Gholami and colleagues (2020), publishing in BMC Sports Science, Medicine and Rehabilitation, examined the effect of kinesiology tape in athletes following ACL reconstruction and found that KT application produced significant reductions in kinesiophobia scores alongside improvements in balance and functional performance — effects the authors attributed to a combination of enhanced proprioceptive confidence and the psychological reassurance of physical support on the joint.12
This mechanism is not placebo in the dismissive sense — it reflects a real change in the threat appraisal process described in pain neuroscience: a perceived reduction in vulnerability at the joint level reduces the brain's fear-driven motor inhibition, allowing more normal movement patterns to re-emerge.
Clinical Applications — Where the Evidence Is Strongest
| Condition | Tape type | Evidence summary |
|---|---|---|
| Lateral ankle sprain (prevention) | Rigid | Strong. Meta-analyses consistently show reduced sprain incidence, especially with prior injury history.10,11 |
| Chronic ankle instability | KT + Rigid | Meaningful. Improved proprioception, reduced giving-way, better kinesthesia versus no tape.1,2 |
| Patellofemoral pain syndrome | Rigid (McConnell) + KT | Consistent short-term pain reduction. Systematic reviews confirm both techniques reduce pain during functional tasks.13,14 |
| Shoulder disorders (subacromial) | KT | Moderate. Meta-analysis by Celik et al. (2020) found KT reduced pain and improved function in shoulder conditions, with small-to-moderate effect sizes.15 |
| Chronic low back pain | KT | Positive as adjunct. Two meta-analyses (2021) support KT reducing pain and disability when combined with physiotherapy.16,17 |
| Plantar fasciitis | Low-Dye + KT | Both techniques reduce pain short-term. Head-to-head trials show comparable effects; combination may offer additive benefit.18,19 |
Prevention vs Management — A Practical Distinction
Taping serves different roles depending on where a person sits in the injury continuum. In the acute phase (days 1–7), the primary role is oedema control, pain modulation, and joint offloading — kinesiology tape applied with a lymphatic technique, combined with early supported movement, fits here well. In the subacute and return-to-sport phase, proprioceptive enhancement and muscle facilitation become the clinical priorities. In the prevention context — particularly for athletes with a history of ankle sprains or patellar tracking dysfunction — rigid tape used during loading activities is where the prevention evidence is most robust.
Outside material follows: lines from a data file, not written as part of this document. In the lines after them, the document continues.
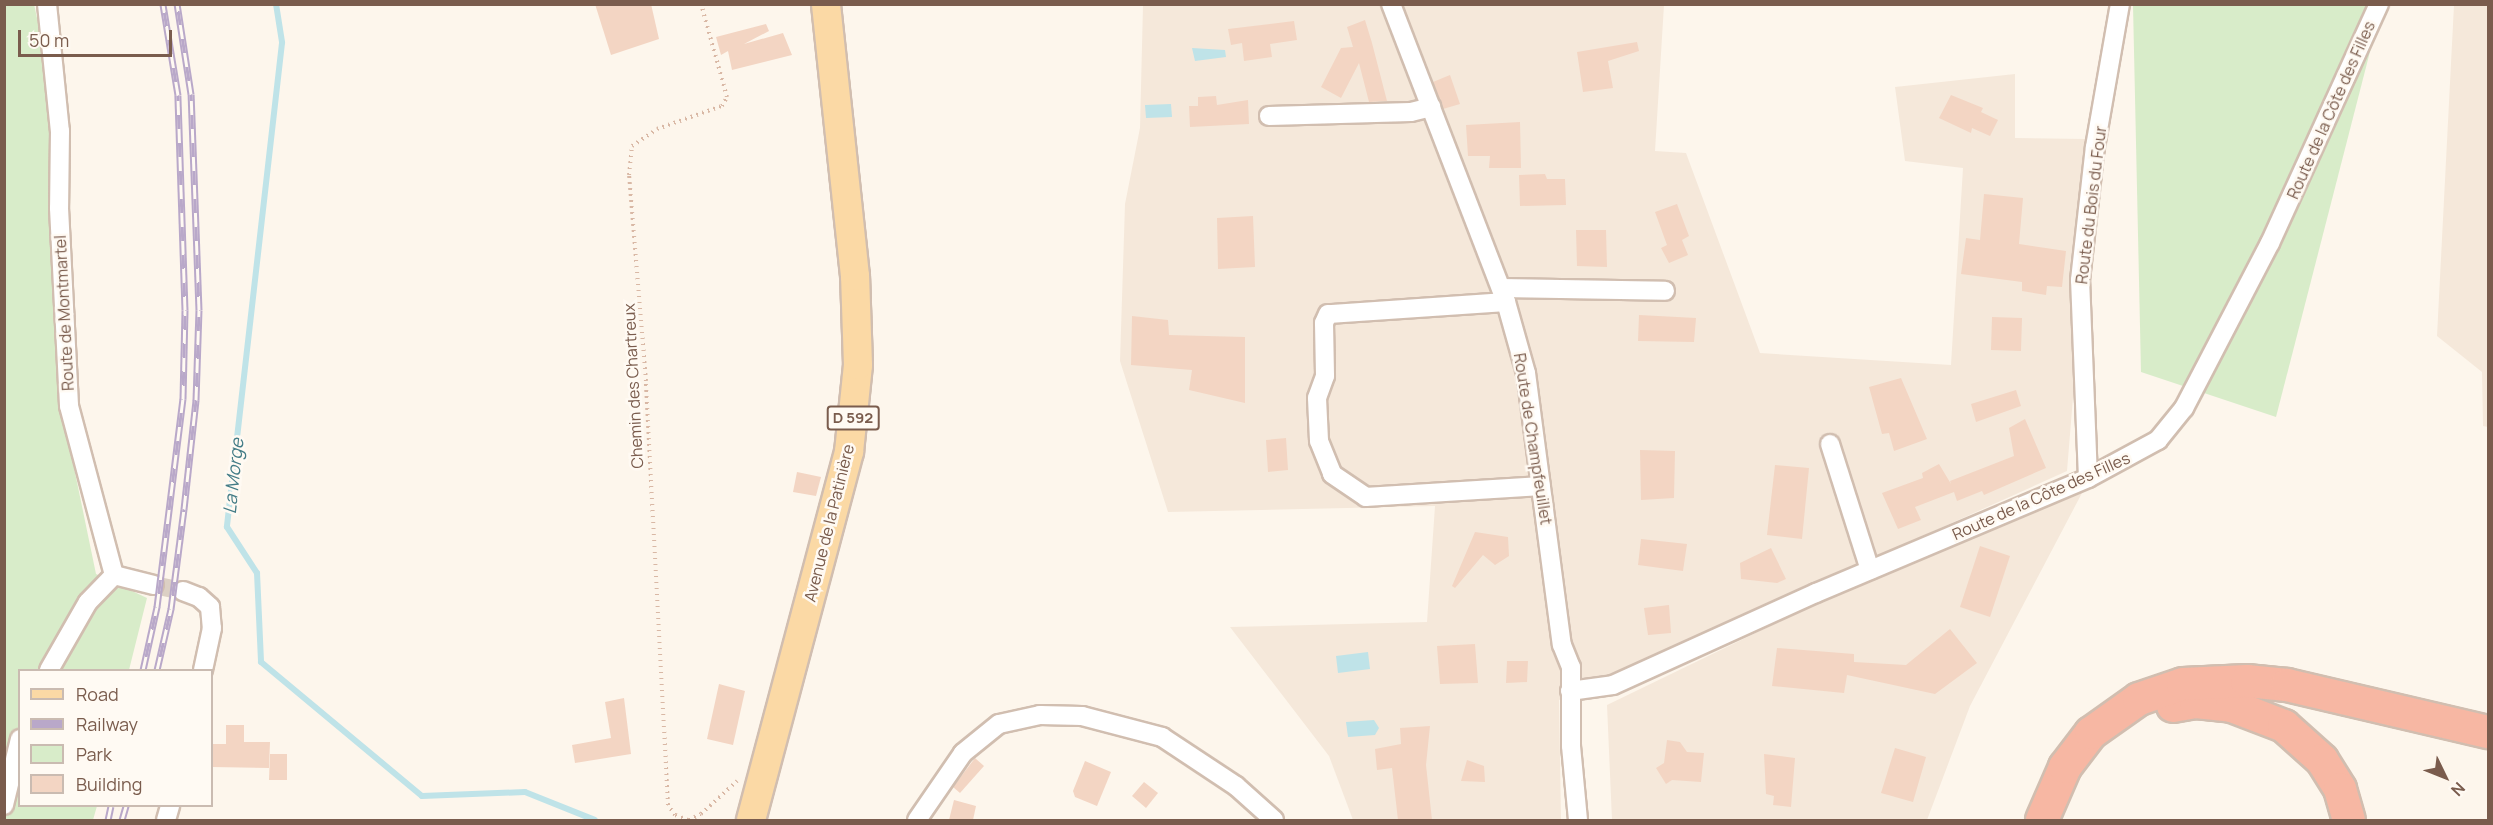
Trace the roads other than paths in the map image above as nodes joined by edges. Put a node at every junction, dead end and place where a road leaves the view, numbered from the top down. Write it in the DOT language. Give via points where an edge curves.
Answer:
graph roads {
  1 [pos="47,4"];
  2 [pos="826,4"];
  3 [pos="1391,4"];
  4 [pos="2120,4"];
  5 [pos="2379,4"];
  6 [pos="1431,107"];
  7 [pos="1269,116"];
  8 [pos="1665,291"];
  9 [pos="1503,295"];
  10 [pos="1830,444"];
  11 [pos="2088,478"];
  12 [pos="1541,486"];
  13 [pos="1870,570"];
  14 [pos="114,575"];
  15 [pos="154,585"];
  16 [pos="183,591"];
  17 [pos="50,669"];
  18 [pos="203,669"];
  19 [pos="1570,691"];
  20 [pos="2488,732"];
  21 [pos="18,747"];
  22 [pos="4,805"];
  23 [pos="751,820"];
  24 [pos="917,820"];
  25 [pos="1274,820"];
  26 [pos="1578,820"];
  27 [pos="2042,820"];
  28 [pos="2060,820"];
  29 [pos="2349,820"];
  1 -- 14 [label="street, Route de Montmartel" via="60,131 59,208 69,406"];
  2 -- 23 [label="main road, Avenue de la Patinière / D 592" via="855,276 858,365 849,452"];
  3 -- 6 [label="street, Route de Champfeuillet"];
  4 -- 11 [label="street, Route du Bois du Four" via="2096,147 2080,280"];
  5 -- 11 [label="street, Route de la Côte des Filles" via="2270,243 2184,408 2158,440"];
  6 -- 7 [label="street" via="1411,112"];
  6 -- 9 [label="street, Route de Champfeuillet"];
  8 -- 9 [label="street"];
  9 -- 12 [label="street, Route de Champfeuillet" via="1526,373"];
  9 -- 12 [label="street" via="1328,314 1324,323 1324,376 1317,398 1319,441 1332,474 1366,497"];
  10 -- 13 [label="street"];
  11 -- 13 [label="street, Route de la Côte des Filles"];
  12 -- 19 [label="street, Route de Champfeuillet" via="1562,645 1571,668"];
  13 -- 19 [label="street, Route de la Côte des Filles" via="1613,684"];
  14 -- 15 [label="street"];
  14 -- 17 [label="street" via="88,602"];
  16 -- 18 [label="street" via="210,607 212,628"];
  19 -- 26 [label="street, Route de Champfeuillet"];
  20 -- 27 [label="highway" via="2287,685 2247,681 2183,684 2139,699 2091,733 2065,767"];
  21 -- 22 [label="street"];
  24 -- 25 [label="street" via="963,753 999,724 1040,715 1082,716 1162,737 1236,786"];
  28 -- 29 [label="highway" via="2086,764 2112,737 2157,711 2196,702 2253,712 2298,737 2331,774"];
}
Tape is not, and should not be, a stand-alone intervention. The strongest outcomes in the literature occur when taping is used as a component of a broader treatment plan that includes load management, exercise rehabilitation, and where relevant, manual therapy targeting the underlying dysfunction.
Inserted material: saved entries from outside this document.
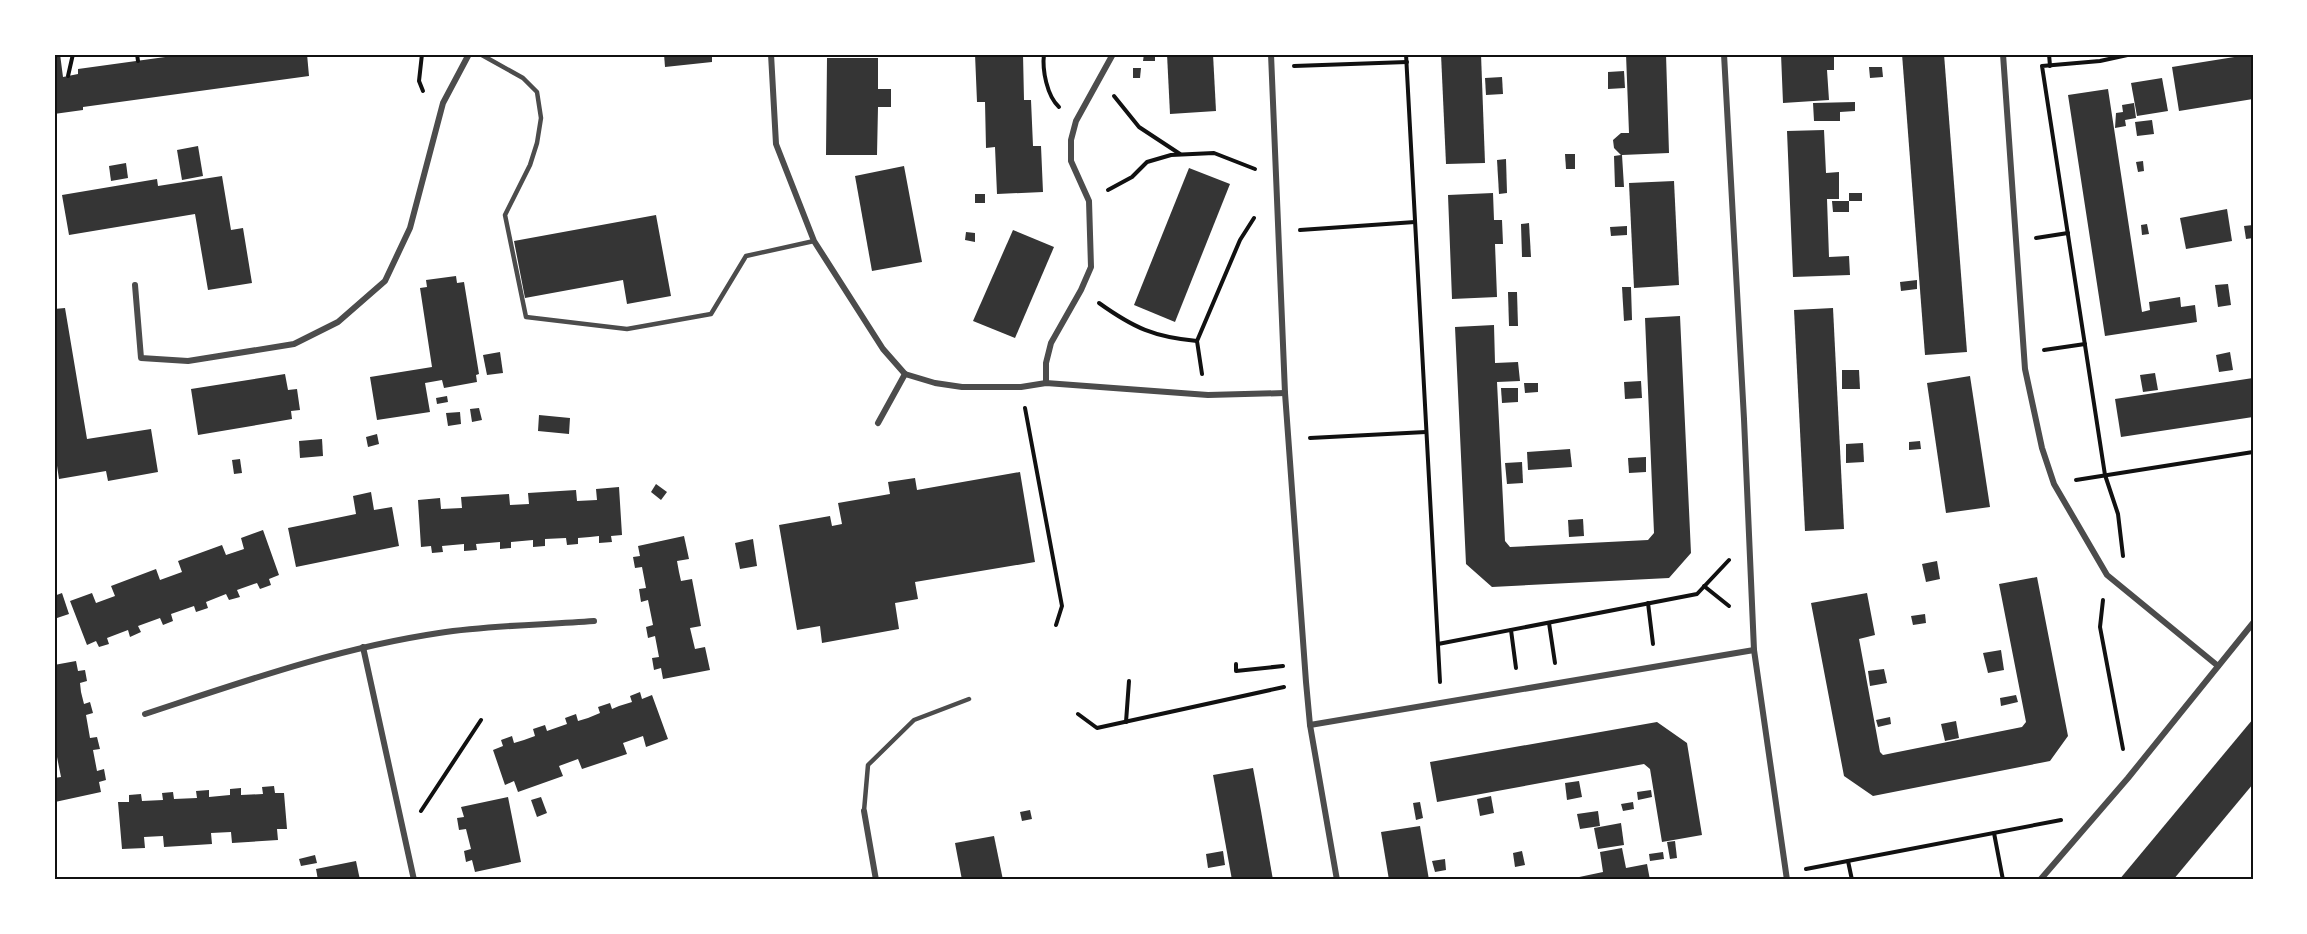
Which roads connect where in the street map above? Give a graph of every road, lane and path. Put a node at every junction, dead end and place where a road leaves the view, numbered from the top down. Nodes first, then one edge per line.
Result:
1 (74, 54) edge
2 (137, 54) edge
3 (422, 54) edge
4 (470, 54) edge
5 (480, 54) edge
6 (771, 54) edge
7 (1044, 54) edge
8 (1113, 54) edge
9 (1271, 54) edge
10 (1406, 54) edge
11 (1724, 54) edge
12 (2003, 54) edge
13 (2049, 54) edge
14 (2132, 54) edge
15 (138, 61) dead end
16 (1407, 62) junction
17 (2050, 66) junction
18 (1272, 67) junction
19 (1102, 74) junction
20 (68, 76) dead end
21 (443, 103) junction
22 (1076, 121) junction
23 (1180, 155) junction
24 (1277, 183) junction
25 (1089, 201) junction
26 (1415, 222) junction
27 (1279, 232) junction
28 (2068, 233) junction
29 (814, 241) junction
30 (2016, 241) junction
31 (135, 285) dead end
32 (1081, 290) junction
33 (1197, 340) junction
34 (2085, 344) junction
35 (2024, 353) junction
36 (905, 374) junction
37 (1046, 383) junction
38 (1022, 387) junction
39 (1285, 393) junction
40 (1208, 395) junction
41 (878, 423) dead end
42 (1426, 432) junction
43 (1288, 438) junction
44 (2253, 452) edge
45 (2105, 475) junction
46 (1750, 551) junction
47 (2107, 575) junction
48 (2127, 592) junction
49 (1648, 603) junction
50 (594, 621) dead end
51 (2253, 622) edge
52 (1549, 623) junction
53 (1056, 625) dead end
54 (1511, 630) junction
55 (1438, 644) junction
56 (363, 647) junction
57 (1754, 650) junction
58 (1236, 664) dead end
59 (1305, 664) junction
60 (2218, 666) junction
61 (1655, 667) junction
62 (1129, 681) dead end
63 (1306, 682) junction
64 (1558, 684) junction
65 (1519, 691) junction
66 (969, 699) dead end
67 (1443, 704) junction
68 (145, 714) dead end
69 (1078, 714) dead end
70 (481, 720) dead end
71 (1126, 722) junction
72 (1310, 725) junction
73 (2128, 778) junction
74 (864, 811) joint
75 (2097, 813) junction
76 (1994, 833) junction
77 (404, 836) junction
78 (1848, 861) junction
79 (1786, 876) edge
80 (414, 880) edge
81 (876, 880) edge
82 (1337, 880) edge
83 (1852, 880) edge
84 (2003, 880) edge
85 (2040, 880) edge

1 - 20 path
2 - 15 path
3 - 21 path
4 - 21 street
5 - 29 lane
6 - 29 street
7 - 22 path
8 - 19 street
9 - 18 street
10 - 16 path
11 - 46 street
12 - 30 street
13 - 17 path
14 - 17 path
16 - 18 path
16 - 26 path
17 - 28 path
18 - 24 street
19 - 22 street
19 - 23 path
21 - 31 street
22 - 25 street
23 - 24 path
23 - 25 path
24 - 27 street
24 - 33 path
25 - 32 street
26 - 27 path
26 - 42 path
27 - 39 street
28 - 30 path
28 - 34 path
29 - 36 street
30 - 35 street
32 - 33 path
32 - 37 street
33 - 40 path
34 - 35 path
34 - 45 path
35 - 47 street
36 - 38 street
36 - 41 street
37 - 38 street
37 - 40 street
38 - 53 path
39 - 40 street
39 - 43 street
42 - 43 path
42 - 55 path
43 - 59 street
44 - 45 path
45 - 48 path
46 - 49 path
46 - 57 street
47 - 48 street
47 - 73 path
48 - 60 street
49 - 52 path
49 - 61 path
50 - 56 street
51 - 60 street
52 - 54 path
52 - 64 path
54 - 55 path
54 - 65 path
55 - 67 path
56 - 68 street
56 - 77 street
57 - 61 street
57 - 79 street
58 - 59 path
59 - 63 street
60 - 73 street
61 - 64 street
62 - 71 path
63 - 71 path
63 - 72 street
64 - 65 street
65 - 67 street
66 - 74 lane
67 - 72 street
69 - 71 path
70 - 77 path
72 - 82 street
73 - 75 street
74 - 81 street
75 - 76 path
75 - 85 street
76 - 78 path
76 - 84 path
77 - 80 street
78 - 79 path
78 - 83 path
Limitations of the Evidence
A recurring finding across systematic reviews is that while taping produces statistically significant effects on pain and function, effect sizes are often small-to-moderate, and many trials carry methodological limitations — including small sample sizes, short follow-up periods, and the inherent difficulty of blinding participants to tape application. A 2023 systematic review and meta-analysis by Tran and colleagues in Research in Sports Medicine concluded that KT outperformed sham tape for pain reduction across musculoskeletal conditions, but the differences were clinically meaningful only in specific applications.20
What this means in practice: tape is unlikely to be the primary driver of long-term change on its own. But as part of an evidence-informed multimodal approach — combined with exercise, manual therapy, and load management — the neurophysiological and mechanical contributions of correctly applied tape are real, measurable, and worth using.